WHAT THIS TASK INVOLVES | Write out the listing verbatim. No pictures belong in it.

EXTRACTED DATA |
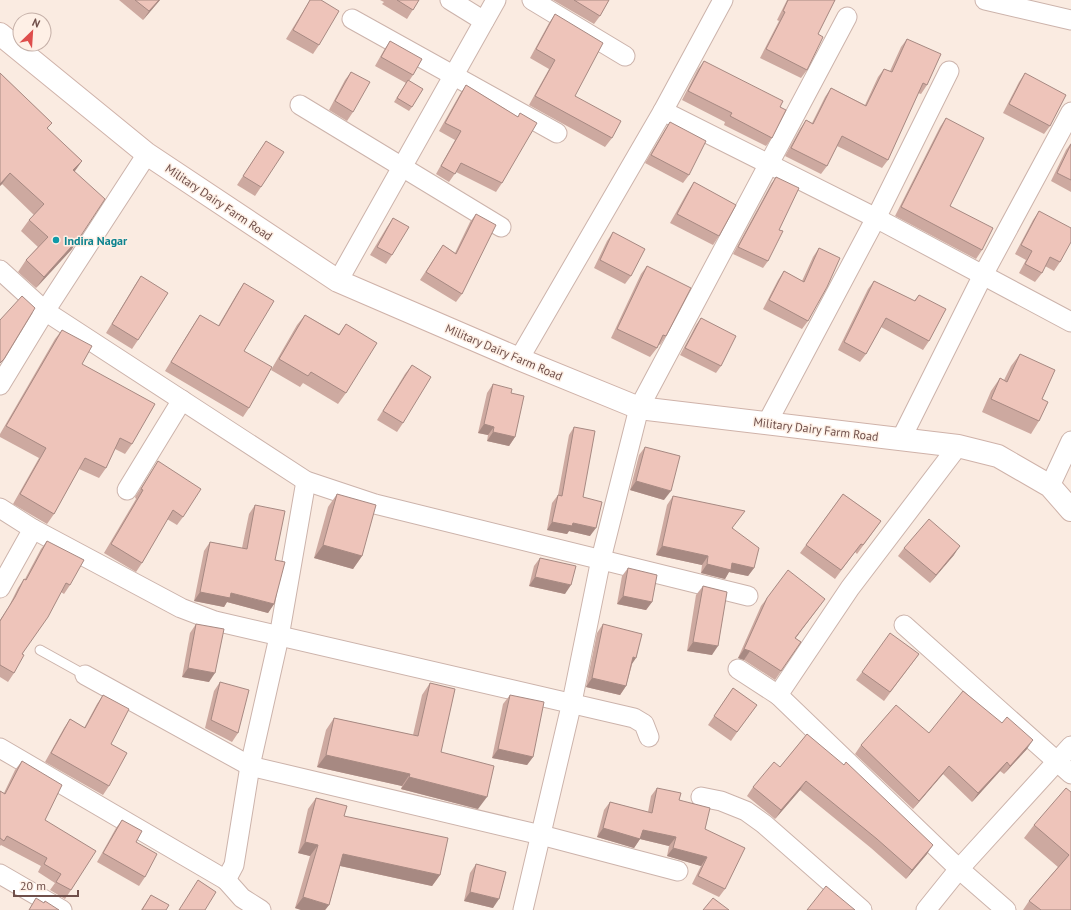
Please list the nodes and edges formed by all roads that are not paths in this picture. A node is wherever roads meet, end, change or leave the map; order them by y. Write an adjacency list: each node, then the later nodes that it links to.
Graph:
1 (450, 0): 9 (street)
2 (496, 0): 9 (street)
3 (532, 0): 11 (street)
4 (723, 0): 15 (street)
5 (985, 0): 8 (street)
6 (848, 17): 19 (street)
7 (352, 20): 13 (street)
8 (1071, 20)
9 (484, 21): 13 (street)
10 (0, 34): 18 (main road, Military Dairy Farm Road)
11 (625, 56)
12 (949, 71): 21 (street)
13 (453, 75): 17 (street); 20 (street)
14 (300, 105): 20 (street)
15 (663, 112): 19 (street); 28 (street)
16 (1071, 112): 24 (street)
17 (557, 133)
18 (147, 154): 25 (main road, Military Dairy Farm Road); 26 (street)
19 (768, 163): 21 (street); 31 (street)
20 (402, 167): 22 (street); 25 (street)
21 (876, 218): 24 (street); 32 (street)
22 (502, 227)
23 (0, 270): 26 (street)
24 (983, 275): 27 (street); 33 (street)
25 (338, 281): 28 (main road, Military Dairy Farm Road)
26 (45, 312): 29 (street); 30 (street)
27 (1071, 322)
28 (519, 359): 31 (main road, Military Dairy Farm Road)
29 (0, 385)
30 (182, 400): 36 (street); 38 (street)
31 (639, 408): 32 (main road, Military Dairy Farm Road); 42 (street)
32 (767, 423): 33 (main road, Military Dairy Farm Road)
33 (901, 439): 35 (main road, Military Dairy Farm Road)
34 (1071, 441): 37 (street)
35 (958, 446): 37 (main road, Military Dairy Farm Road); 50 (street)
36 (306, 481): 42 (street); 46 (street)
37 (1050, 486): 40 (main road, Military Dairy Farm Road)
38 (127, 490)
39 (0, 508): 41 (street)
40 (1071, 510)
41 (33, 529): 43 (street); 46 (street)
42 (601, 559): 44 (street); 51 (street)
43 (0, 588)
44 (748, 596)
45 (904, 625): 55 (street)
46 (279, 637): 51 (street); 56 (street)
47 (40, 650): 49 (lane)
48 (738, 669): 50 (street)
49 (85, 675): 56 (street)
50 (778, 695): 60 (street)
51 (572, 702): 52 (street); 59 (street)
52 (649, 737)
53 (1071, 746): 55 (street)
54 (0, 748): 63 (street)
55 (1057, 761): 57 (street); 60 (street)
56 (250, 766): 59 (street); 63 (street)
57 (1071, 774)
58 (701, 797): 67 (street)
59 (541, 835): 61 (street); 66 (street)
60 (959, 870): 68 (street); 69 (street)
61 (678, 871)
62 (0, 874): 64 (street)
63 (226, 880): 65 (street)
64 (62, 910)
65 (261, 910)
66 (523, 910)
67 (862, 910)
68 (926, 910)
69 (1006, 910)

ANSWER TO THIS EXERCISE |
Please list the nodes and edges formed by all roads that are not paths in this picture. A node is wherever roads meet, end, change or leave the map; order them by y. Write an adjacency list: each node, then the later nodes that it links to.
Graph:
1 (450, 0): 9 (street)
2 (496, 0): 9 (street)
3 (532, 0): 11 (street)
4 (723, 0): 15 (street)
5 (985, 0): 8 (street)
6 (848, 17): 19 (street)
7 (352, 20): 13 (street)
8 (1071, 20)
9 (484, 21): 13 (street)
10 (0, 34): 18 (main road, Military Dairy Farm Road)
11 (625, 56)
12 (949, 71): 21 (street)
13 (453, 75): 17 (street); 20 (street)
14 (300, 105): 20 (street)
15 (663, 112): 19 (street); 28 (street)
16 (1071, 112): 24 (street)
17 (557, 133)
18 (147, 154): 25 (main road, Military Dairy Farm Road); 26 (street)
19 (768, 163): 21 (street); 31 (street)
20 (402, 167): 22 (street); 25 (street)
21 (876, 218): 24 (street); 32 (street)
22 (502, 227)
23 (0, 270): 26 (street)
24 (983, 275): 27 (street); 33 (street)
25 (338, 281): 28 (main road, Military Dairy Farm Road)
26 (45, 312): 29 (street); 30 (street)
27 (1071, 322)
28 (519, 359): 31 (main road, Military Dairy Farm Road)
29 (0, 385)
30 (182, 400): 36 (street); 38 (street)
31 (639, 408): 32 (main road, Military Dairy Farm Road); 42 (street)
32 (767, 423): 33 (main road, Military Dairy Farm Road)
33 (901, 439): 35 (main road, Military Dairy Farm Road)
34 (1071, 441): 37 (street)
35 (958, 446): 37 (main road, Military Dairy Farm Road); 50 (street)
36 (306, 481): 42 (street); 46 (street)
37 (1050, 486): 40 (main road, Military Dairy Farm Road)
38 (127, 490)
39 (0, 508): 41 (street)
40 (1071, 510)
41 (33, 529): 43 (street); 46 (street)
42 (601, 559): 44 (street); 51 (street)
43 (0, 588)
44 (748, 596)
45 (904, 625): 55 (street)
46 (279, 637): 51 (street); 56 (street)
47 (40, 650): 49 (lane)
48 (738, 669): 50 (street)
49 (85, 675): 56 (street)
50 (778, 695): 60 (street)
51 (572, 702): 52 (street); 59 (street)
52 (649, 737)
53 (1071, 746): 55 (street)
54 (0, 748): 63 (street)
55 (1057, 761): 57 (street); 60 (street)
56 (250, 766): 59 (street); 63 (street)
57 (1071, 774)
58 (701, 797): 67 (street)
59 (541, 835): 61 (street); 66 (street)
60 (959, 870): 68 (street); 69 (street)
61 (678, 871)
62 (0, 874): 64 (street)
63 (226, 880): 65 (street)
64 (62, 910)
65 (261, 910)
66 (523, 910)
67 (862, 910)
68 (926, 910)
69 (1006, 910)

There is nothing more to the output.